[Dataset entries]
------------

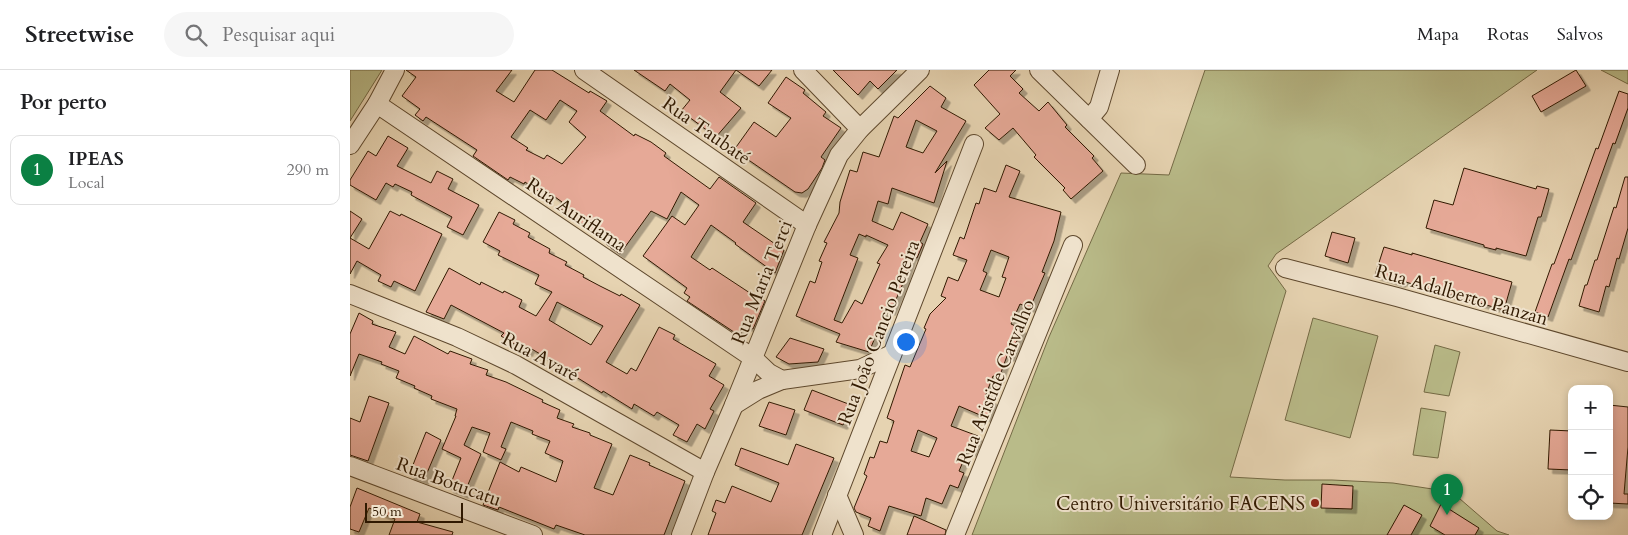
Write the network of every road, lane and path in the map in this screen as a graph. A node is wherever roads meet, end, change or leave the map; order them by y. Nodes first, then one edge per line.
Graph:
1 (396, 70) edge
2 (584, 70) edge
3 (803, 70) edge
4 (920, 70) edge
5 (1038, 70) edge
6 (1110, 70) edge
7 (377, 104) junction
8 (1089, 119) junction
9 (860, 129) junction
10 (974, 144) dead end
11 (350, 145) edge
12 (1136, 165) dead end
13 (807, 225) junction
14 (1073, 245) dead end
15 (1285, 268) dead end
16 (350, 294) edge
17 (892, 354) junction
18 (753, 358) junction
19 (1628, 362) edge
20 (860, 369) junction
21 (782, 380) junction
22 (880, 385) junction
23 (734, 405) junction
24 (350, 466) edge
25 (705, 472) junction
26 (838, 494) junction
27 (533, 535) edge
28 (681, 535) edge
29 (822, 535) edge
30 (854, 535) edge
31 (955, 535) edge

1 - 7 street
2 - 13 street, Rua Taubaté
3 - 9 street
4 - 9 street, Rua Maria Terci
5 - 8 street
6 - 8 street
7 - 11 street
7 - 18 street, Rua Auriflama
8 - 12 street
9 - 13 street, Rua Maria Terci
10 - 17 street, Rua João Cancio Pereira
13 - 18 street, Rua Maria Terci
14 - 31 street, Rua Aristide Carvalho
15 - 19 street, Rua Adalberto Panzan
16 - 25 street, Rua Avaré
17 - 20 street
17 - 22 street, Rua João Cancio Pereira
18 - 21 street, Rua Auriflama
18 - 23 street, Rua Maria Terci
20 - 21 street
20 - 22 street
21 - 23 street
22 - 26 street, Rua João Cancio Pereira
23 - 25 street, Rua Maria Terci
24 - 27 street, Rua Botucatu
25 - 28 street, Rua Maria Terci
26 - 29 street, Rua João Cancio Pereira
26 - 30 street

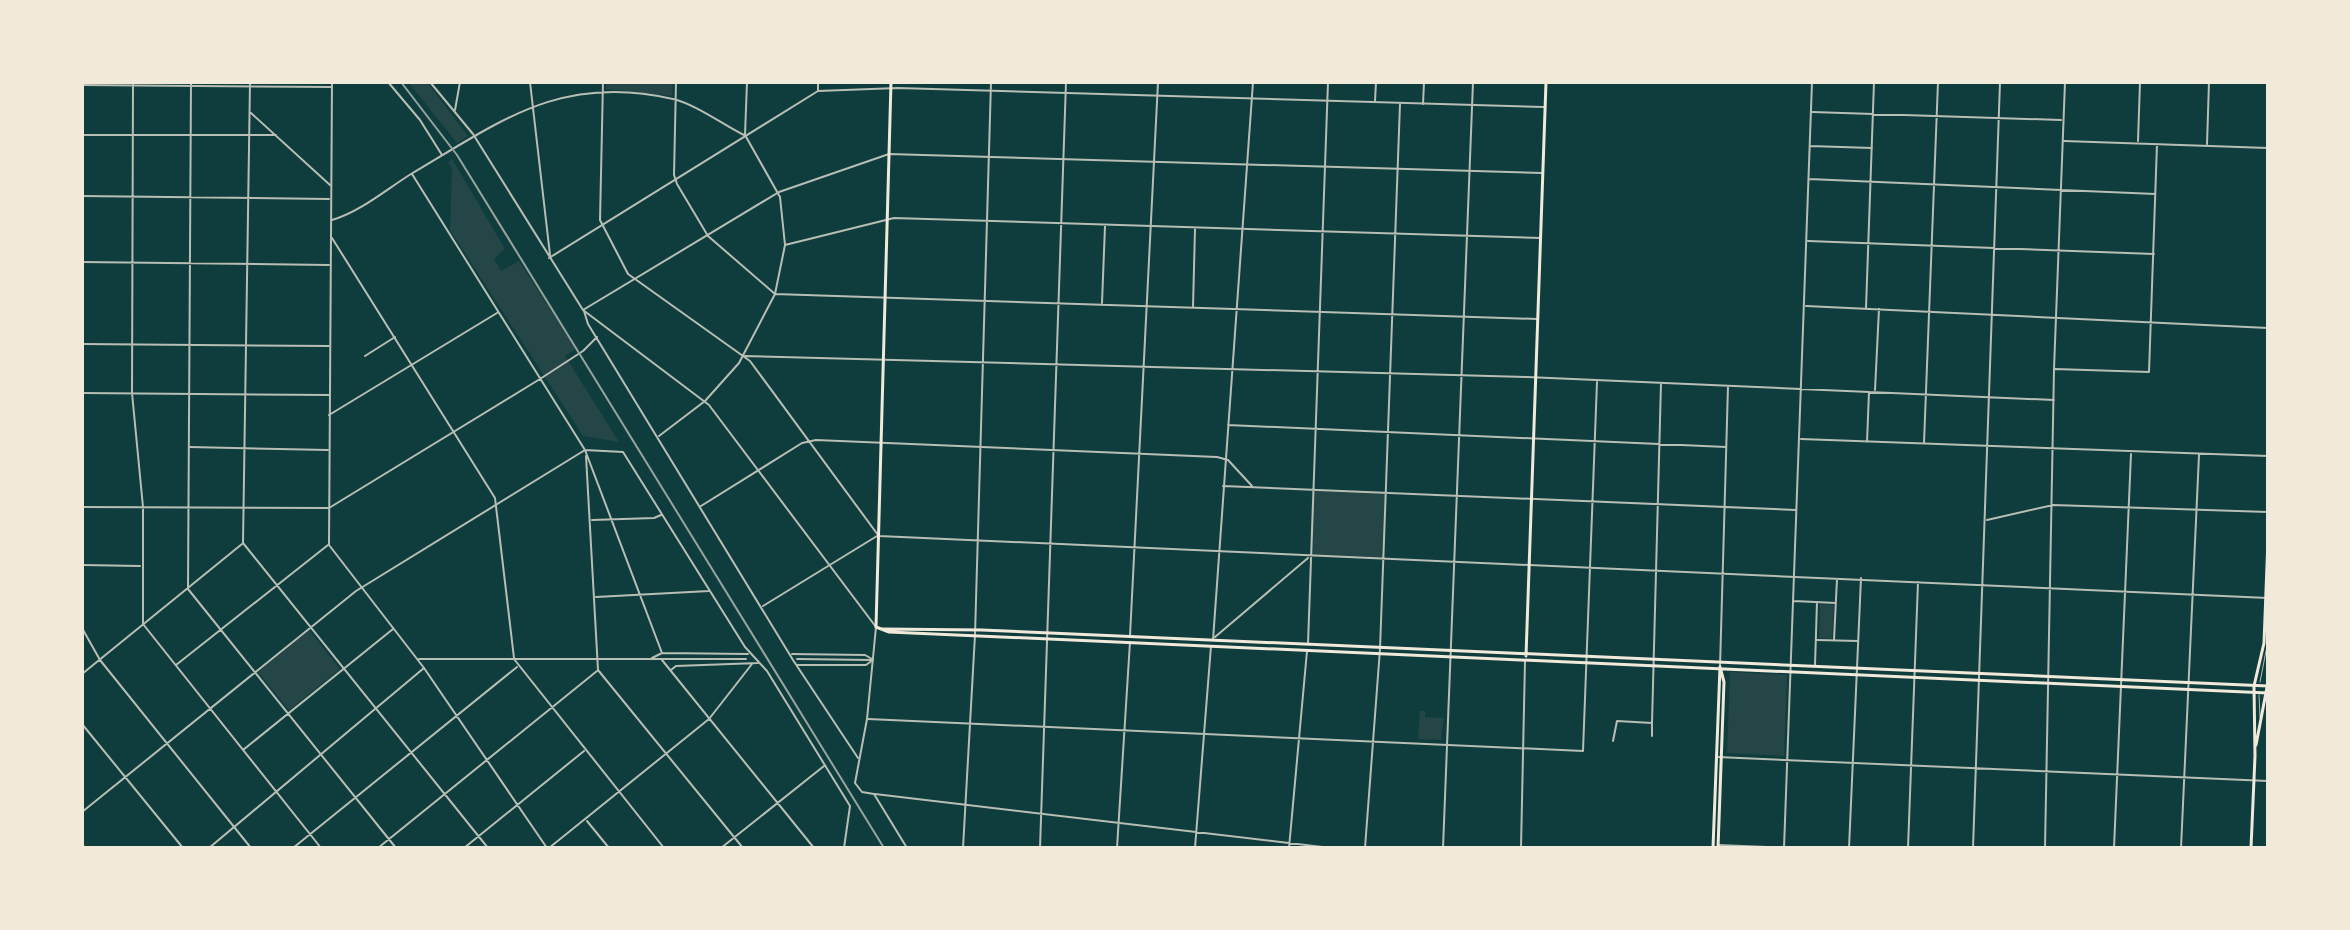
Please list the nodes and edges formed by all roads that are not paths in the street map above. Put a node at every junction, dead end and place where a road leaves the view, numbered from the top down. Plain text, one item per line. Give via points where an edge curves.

------------

## [About this exercise]
Reproduce every entry exactly; images stay out.

## [Final answer]
Write the network of every road, lane and path in the map in this screen as a graph. A node is wherever roads meet, end, change or leave the map; order them by y. Nodes first, then one edge per line.
Graph:
1 (396, 70) edge
2 (584, 70) edge
3 (803, 70) edge
4 (920, 70) edge
5 (1038, 70) edge
6 (1110, 70) edge
7 (377, 104) junction
8 (1089, 119) junction
9 (860, 129) junction
10 (974, 144) dead end
11 (350, 145) edge
12 (1136, 165) dead end
13 (807, 225) junction
14 (1073, 245) dead end
15 (1285, 268) dead end
16 (350, 294) edge
17 (892, 354) junction
18 (753, 358) junction
19 (1628, 362) edge
20 (860, 369) junction
21 (782, 380) junction
22 (880, 385) junction
23 (734, 405) junction
24 (350, 466) edge
25 (705, 472) junction
26 (838, 494) junction
27 (533, 535) edge
28 (681, 535) edge
29 (822, 535) edge
30 (854, 535) edge
31 (955, 535) edge

1 - 7 street
2 - 13 street, Rua Taubaté
3 - 9 street
4 - 9 street, Rua Maria Terci
5 - 8 street
6 - 8 street
7 - 11 street
7 - 18 street, Rua Auriflama
8 - 12 street
9 - 13 street, Rua Maria Terci
10 - 17 street, Rua João Cancio Pereira
13 - 18 street, Rua Maria Terci
14 - 31 street, Rua Aristide Carvalho
15 - 19 street, Rua Adalberto Panzan
16 - 25 street, Rua Avaré
17 - 20 street
17 - 22 street, Rua João Cancio Pereira
18 - 21 street, Rua Auriflama
18 - 23 street, Rua Maria Terci
20 - 21 street
20 - 22 street
21 - 23 street
22 - 26 street, Rua João Cancio Pereira
23 - 25 street, Rua Maria Terci
24 - 27 street, Rua Botucatu
25 - 28 street, Rua Maria Terci
26 - 29 street, Rua João Cancio Pereira
26 - 30 street

Please list the nodes and edges formed by all roads that are not paths in the street map above. Put a node at every junction, dead end and place where a road leaves the view, numbered from the top down. Plain text, one item per line. Give via points where an edge curves.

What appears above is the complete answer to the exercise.